Cengkraman nya seketika mengendur. "Jika kau berbohong ...."
"Aku ada buktinya!"
"I-ini lihatlah! Ini riwayat chat Alice kepadaku. Dia yang memintaku kemari." Olivia menunjukkan ponselnya, Aldric yang melihat benar itu adalah pesan dari Alice masih tidak begitu percaya.
Hingga tatapan mereka beralih pada ponsel Malvin yang masih tergeletak di lantai. Sebuah notifikasi bahwa Lucy sedang melakukan siaran langsung. Aldric langsung mengambil dan menekan notifikasi tersebut.

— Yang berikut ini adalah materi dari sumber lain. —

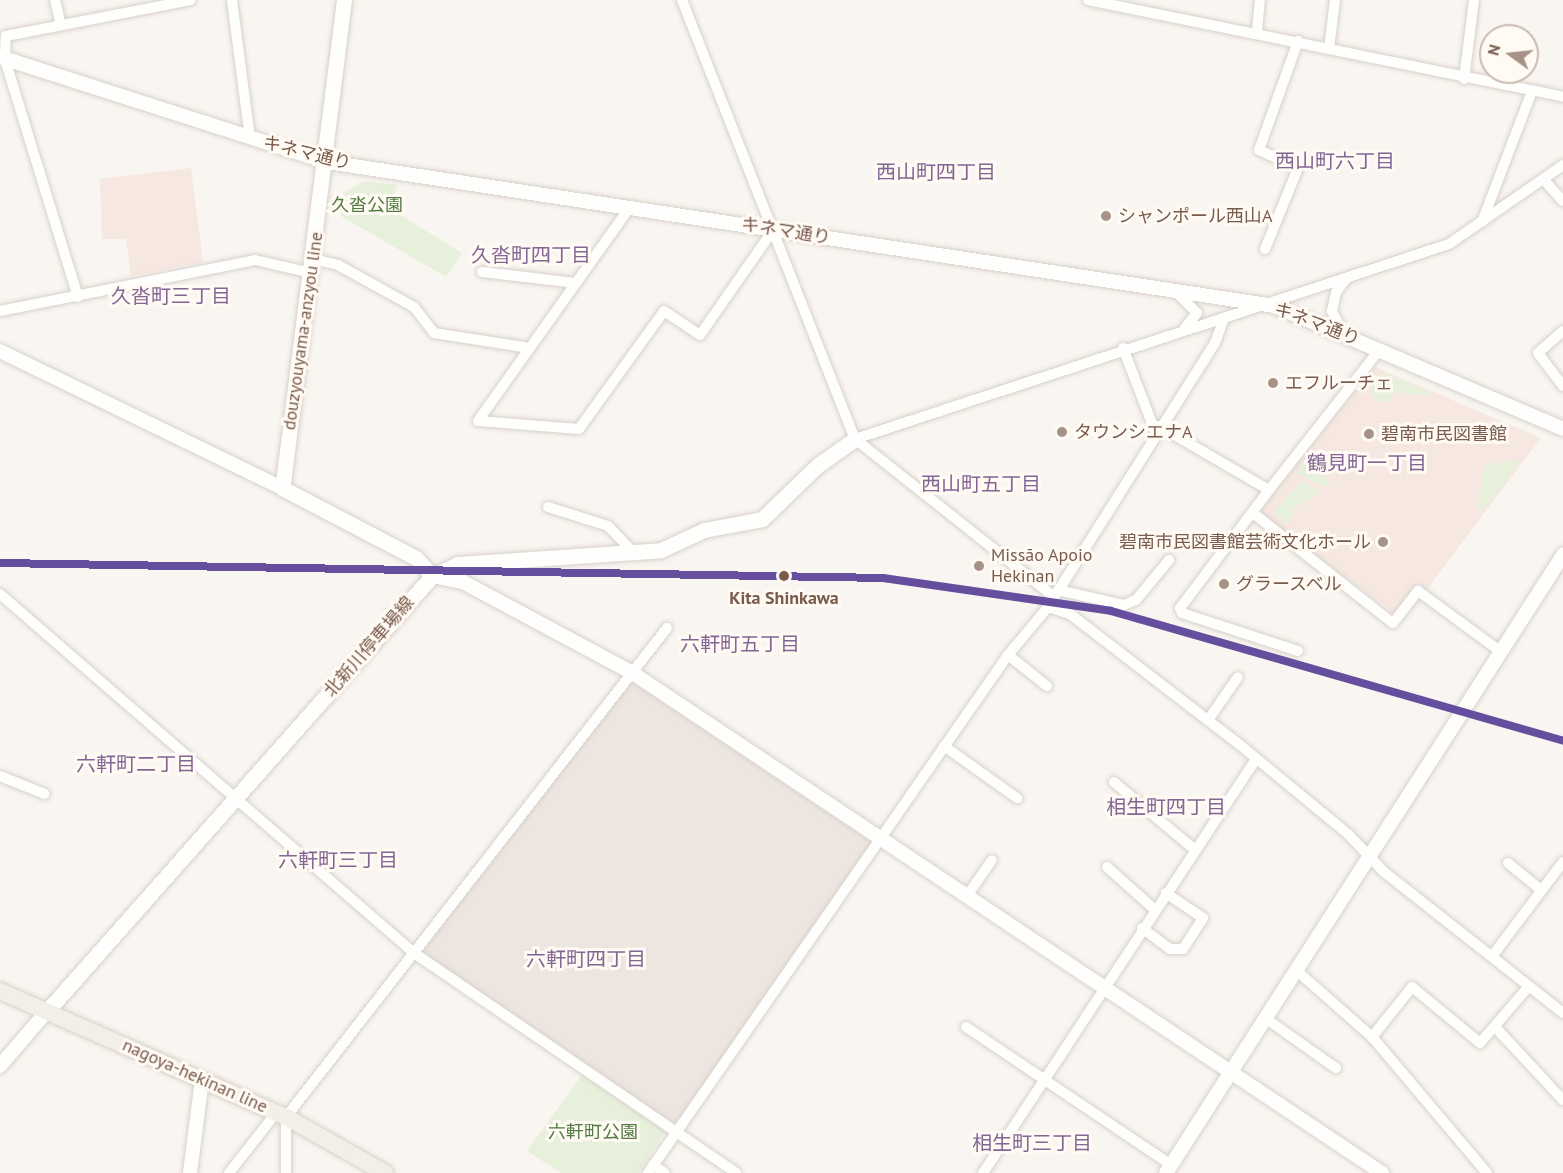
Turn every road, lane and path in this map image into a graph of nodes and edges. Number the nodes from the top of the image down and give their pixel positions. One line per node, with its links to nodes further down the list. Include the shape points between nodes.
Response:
1 (55, 0): 10 (street)
2 (191, 0): 10 (street)
3 (232, 0): 18 (street)
4 (344, 0): 19 (main road, douzyouyama-anzyou line)
5 (682, 0): 25 (street)
6 (1089, 0): 11 (street)
7 (1260, 0): 11 (street)
8 (1335, 0): 13 (street)
9 (1474, 0): 15 (street)
10 (60, 22): 14 (street, via 6,36)
11 (1257, 32): 12 (street)
12 (1298, 41): 13 (street); 26 (street, via 1259,150 1298,168)
13 (1329, 49): 15 (street)
14 (2, 58): 18 (street, キネマ通り); 32 (street)
15 (1464, 79): 16 (street)
16 (1532, 91): 17 (street); 24 (street)
17 (1563, 97)
18 (250, 138): 19 (street, キネマ通り)
19 (327, 162): 23 (street, キネマ通り); 27 (main road, douzyouyama-anzyou line)
20 (1563, 165): 21 (street)
21 (1544, 180): 22 (street); 24 (street)
22 (1563, 201)
23 (630, 207): 25 (street, キネマ通り); 30 (street)
24 (1482, 222): 29 (street, via 1449,244)
25 (774, 230): 31 (street, キネマ通り); 39 (street, via 700,335 664,311 579,429 478,421); 46 (street)
26 (1264, 249)
27 (312, 266): 32 (street, via 255,260); 39 (street, via 338,265 414,307 434,333); 47 (main road, douzyouyama-anzyou line)
28 (482, 272): 30 (street)
29 (1346, 279): 33 (street); 38 (street, via 1336,291 1332,311)
30 (576, 283): 39 (street)
31 (1166, 290): 33 (street, キネマ通り); 37 (street, via 1194,304 1195,320)
32 (78, 297): 34 (street)
33 (1275, 306): 35 (street); 38 (street, キネマ通り)
34 (0, 311)
35 (1224, 318): 37 (street); 44 (street, via 1215,343)
36 (1563, 331): 43 (street, via 1538,353)
37 (1180, 332): 40 (street)
38 (1344, 334): 41 (street, キネマ通り)
39 (530, 348)
40 (1123, 348): 44 (street); 46 (street)
41 (1380, 349): 45 (street, キネマ通り); 48 (street)
42 (0, 351): 47 (street)
43 (1563, 386)
44 (1157, 428): 48 (street); 56 (street)
45 (1563, 429)
46 (855, 439): 51 (main road, 北新川停車場線, via 818,465 762,519 704,530 661,550); 56 (street)
47 (282, 488): 54 (main road, via 416,558)
48 (1269, 490): 50 (street)
49 (548, 507): 51 (street, via 608,526)
50 (1253, 513): 58 (street, via 1180,608); 59 (street, via 1393,623 1418,591)
51 (633, 552): 54 (main road, 北新川停車場線, via 458,564)
52 (1563, 555): 59 (street)
53 (1169, 560): 56 (street, via 1136,600 1124,606)
54 (432, 576): 61 (street, via 463,582); 71 (main road, 北新川停車場線)
55 (0, 594): 71 (street)
56 (1053, 598): 60 (street); 64 (street)
57 (667, 628): 61 (street)
58 (1298, 651)
59 (1500, 651): 74 (street)
60 (1008, 655): 63 (street); 65 (street)
61 (631, 672): 72 (street); 84 (street)
62 (1238, 677): 64 (street)
63 (1047, 686)
64 (1208, 720): 66 (street)
65 (944, 746): 70 (street); 72 (street)
66 (1256, 759): 73 (street); 74 (street)
67 (0, 776): 69 (street)
68 (1114, 782): 73 (street)
69 (45, 794)
70 (1017, 798)
71 (236, 799): 84 (street); 90 (main road, 北新川停車場線)
72 (882, 834): 80 (street); 103 (street)
73 (1196, 850): 81 (street)
74 (1370, 857): 85 (street); 86 (street)
75 (993, 860): 80 (street)
76 (1563, 862): 79 (street)
77 (1508, 863): 79 (street)
78 (1107, 867): 82 (street)
79 (1541, 891): 85 (street)
80 (969, 893): 87 (street)
81 (1166, 893): 82 (street); 83 (street, via 1203,918 1183,948 1170,949)
82 (1154, 909): 83 (street)
83 (1142, 928): 87 (street)
84 (414, 953): 102 (street); 103 (street)
85 (1492, 955): 88 (street)
86 (1296, 970): 92 (street); 95 (street)
87 (1104, 986): 98 (street); 100 (street)
88 (1529, 986): 91 (street); 94 (street)
89 (0, 991): 90 (main road, nagoya-hekinan line)
90 (48, 1010): 96 (street); 99 (main road, nagoya-hekinan line)
91 (1563, 1012)
92 (1265, 1018): 97 (street); 98 (street)
93 (966, 1027): 100 (street)
94 (1496, 1028): 95 (street, via 1480,1043 1412,987); 101 (street)
95 (1372, 1037): 114 (street)
96 (0, 1066)
97 (1336, 1068)
98 (1232, 1072): 105 (street); 113 (street)
99 (202, 1079): 102 (main road, nagoya-hekinan line); 106 (street)
100 (1044, 1079): 105 (street); 112 (street)
101 (1563, 1100)
102 (281, 1115): 107 (street); 108 (street); 109 (main road, nagoya-hekinan line)
103 (675, 1132): 104 (street); 111 (street)
104 (651, 1169): 110 (street)
105 (1168, 1169)
106 (190, 1173)
107 (229, 1173)
108 (286, 1173)
109 (385, 1173)
110 (665, 1173)
111 (736, 1173)
112 (983, 1173)
113 (1382, 1173)
114 (1486, 1173)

Tangannya meremas ponsel Malvin dengan sangat kuat. Di siaran itu terlihat betapa cerianya mereka berempat bersama, Alice bahkan tersenyum sangat manis. Namun senyuman manis itu membuat Aldric yakin bahwa sungguh Alice yang menjadi dalang masalah ini. Mereka seperti sedang merayakan sebuah kemenangan.
'Ya Tuhan, selamatkan lah ponselku,' mohon Malvin sembari menatap sedih ponsel kesayangannya.
"Arggghhh!"
PRANG...
Pada akhirnya Malvin hanya bisa menatap nanar ponselnya yang kini benar-benar hancur. Tangannya refleks memegang dada yang terasa ngilu. Mau marah tapi tidak berani, itulah nasibnya selama ini.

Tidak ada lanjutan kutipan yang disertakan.